Pursuant to this Subsequent Transfer Instrument, dated December 16, 2005 (the “Instrument”), between Asset Backed Funding Corporation as seller (the “Depositor”), and Wells Fargo Bank, N.A. as trustee of the ABFC Asset-Backed Certificates, Series 2005-WMC1, as purchaser (the “Trustee”), and pursuant to the Pooling and Servicing Agreement, dated as of September 1, 2005 (the “Pooling and Servicing Agreement”), among the Depositor, HomEq Servicing Corporation as Servicer and the Trustee as trustee, the Depositor and the Trustee agree to the sale by the Depositor and the purchase by the Trustee in trust, on behalf of the Trust, of the Mortgage Loans listed on the attached Schedule of Mortgage Loans (the “Subsequent Mortgage Loans”).

Capitalized terms used but not otherwise defined herein shall have the meanings set forth in the Pooling and Servicing Agreement.

 

Section 1.

Conveyance of Subsequent Mortgage Loans.

(a)          The Depositor does hereby sell, transfer, assign, set over and convey to the Trustee in trust, on behalf of the Trust, without recourse, all of its right, title and interest in and to the Subsequent Mortgage Loans, and including all amounts due on the Subsequent Mortgage Loans after the related Subsequent Cut-off Date, and all items with respect to the Subsequent Mortgage Loans to be delivered pursuant to Section 2.01 of the Pooling and Servicing Agreement; provided, however that the Depositor reserves and retains all right, title and interest in and to amounts due on the Subsequent Mortgage Loans on or prior to the related Subsequent Cut-off Date. The Depositor, contemporaneously with the delivery of this Agreement, has delivered or caused to be delivered to the Trustee each item set forth in Section 2.01 of the Pooling and Servicing Agreement. The transfer to the Trustee by the Depositor of the Subsequent Mortgage Loans identified on the Mortgage Loan Schedule shall be absolute and is intended by the Depositor, the Servicer, the Trustee and the Certificateholders to constitute and to be treated as a sale by the Depositor to the Trust Fund.

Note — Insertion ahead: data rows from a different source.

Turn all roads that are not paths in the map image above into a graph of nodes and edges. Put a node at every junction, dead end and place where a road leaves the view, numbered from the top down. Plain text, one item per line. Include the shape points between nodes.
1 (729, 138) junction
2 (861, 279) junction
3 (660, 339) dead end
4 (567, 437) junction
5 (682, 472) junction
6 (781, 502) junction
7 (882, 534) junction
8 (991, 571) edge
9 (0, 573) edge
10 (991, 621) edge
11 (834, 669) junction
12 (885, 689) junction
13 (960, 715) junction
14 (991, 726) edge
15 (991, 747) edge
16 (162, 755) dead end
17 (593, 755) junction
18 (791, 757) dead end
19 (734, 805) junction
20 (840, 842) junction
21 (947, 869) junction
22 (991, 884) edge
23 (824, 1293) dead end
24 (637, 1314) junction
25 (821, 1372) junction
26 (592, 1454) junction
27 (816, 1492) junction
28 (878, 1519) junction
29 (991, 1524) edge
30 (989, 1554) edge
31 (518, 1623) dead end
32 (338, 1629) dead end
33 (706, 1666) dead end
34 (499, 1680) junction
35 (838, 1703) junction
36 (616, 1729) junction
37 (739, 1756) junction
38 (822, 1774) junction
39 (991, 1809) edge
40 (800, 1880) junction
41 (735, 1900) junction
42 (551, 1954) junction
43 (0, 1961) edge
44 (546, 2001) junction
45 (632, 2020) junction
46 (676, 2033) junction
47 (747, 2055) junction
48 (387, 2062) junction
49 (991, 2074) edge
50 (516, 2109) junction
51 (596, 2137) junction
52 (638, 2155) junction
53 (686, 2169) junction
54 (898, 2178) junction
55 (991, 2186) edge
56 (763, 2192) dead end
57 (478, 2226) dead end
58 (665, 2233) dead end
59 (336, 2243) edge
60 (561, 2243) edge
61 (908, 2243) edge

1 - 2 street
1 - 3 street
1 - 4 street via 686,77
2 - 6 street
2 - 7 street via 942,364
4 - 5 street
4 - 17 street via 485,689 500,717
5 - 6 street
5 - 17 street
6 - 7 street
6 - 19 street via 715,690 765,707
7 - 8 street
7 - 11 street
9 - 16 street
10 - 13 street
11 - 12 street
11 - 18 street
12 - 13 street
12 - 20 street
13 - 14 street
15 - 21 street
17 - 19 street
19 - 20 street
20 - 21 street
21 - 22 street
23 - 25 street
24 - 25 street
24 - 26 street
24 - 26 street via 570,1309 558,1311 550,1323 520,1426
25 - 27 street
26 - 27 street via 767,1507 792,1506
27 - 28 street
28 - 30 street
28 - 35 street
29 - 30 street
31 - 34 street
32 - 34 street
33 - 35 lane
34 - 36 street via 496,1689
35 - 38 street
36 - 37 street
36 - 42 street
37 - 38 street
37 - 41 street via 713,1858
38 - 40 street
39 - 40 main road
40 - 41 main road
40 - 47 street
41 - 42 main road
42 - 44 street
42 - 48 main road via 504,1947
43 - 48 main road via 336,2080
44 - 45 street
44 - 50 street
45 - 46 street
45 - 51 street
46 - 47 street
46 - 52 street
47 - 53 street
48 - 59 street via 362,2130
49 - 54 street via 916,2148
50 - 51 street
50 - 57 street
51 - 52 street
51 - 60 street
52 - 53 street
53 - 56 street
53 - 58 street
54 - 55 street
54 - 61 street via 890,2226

(b)          The Depositor, concurrently with the execution and delivery hereof, does hereby transfer, assign, set over and otherwise convey to the Trustee without recourse for the benefit of the Certificateholders all the right, title and interest of the Depositor, in, to and under the Subsequent Mortgage Loan Purchase Agreement, dated the date hereof, between the Depositor as purchaser and the Servicer as seller, to the extent of the Subsequent Mortgage Loans.

 

(c)

Additional terms of the sale are set forth on Attachment A hereto.

 

Section 2.

Representations and Warranties; Conditions Precedent.

 

(a)         The Depositor hereby confirms that each of the conditions precedent and the representations and warranties set forth in Section 2.04 of the Pooling and Servicing Agreement are satisfied as of the date hereof.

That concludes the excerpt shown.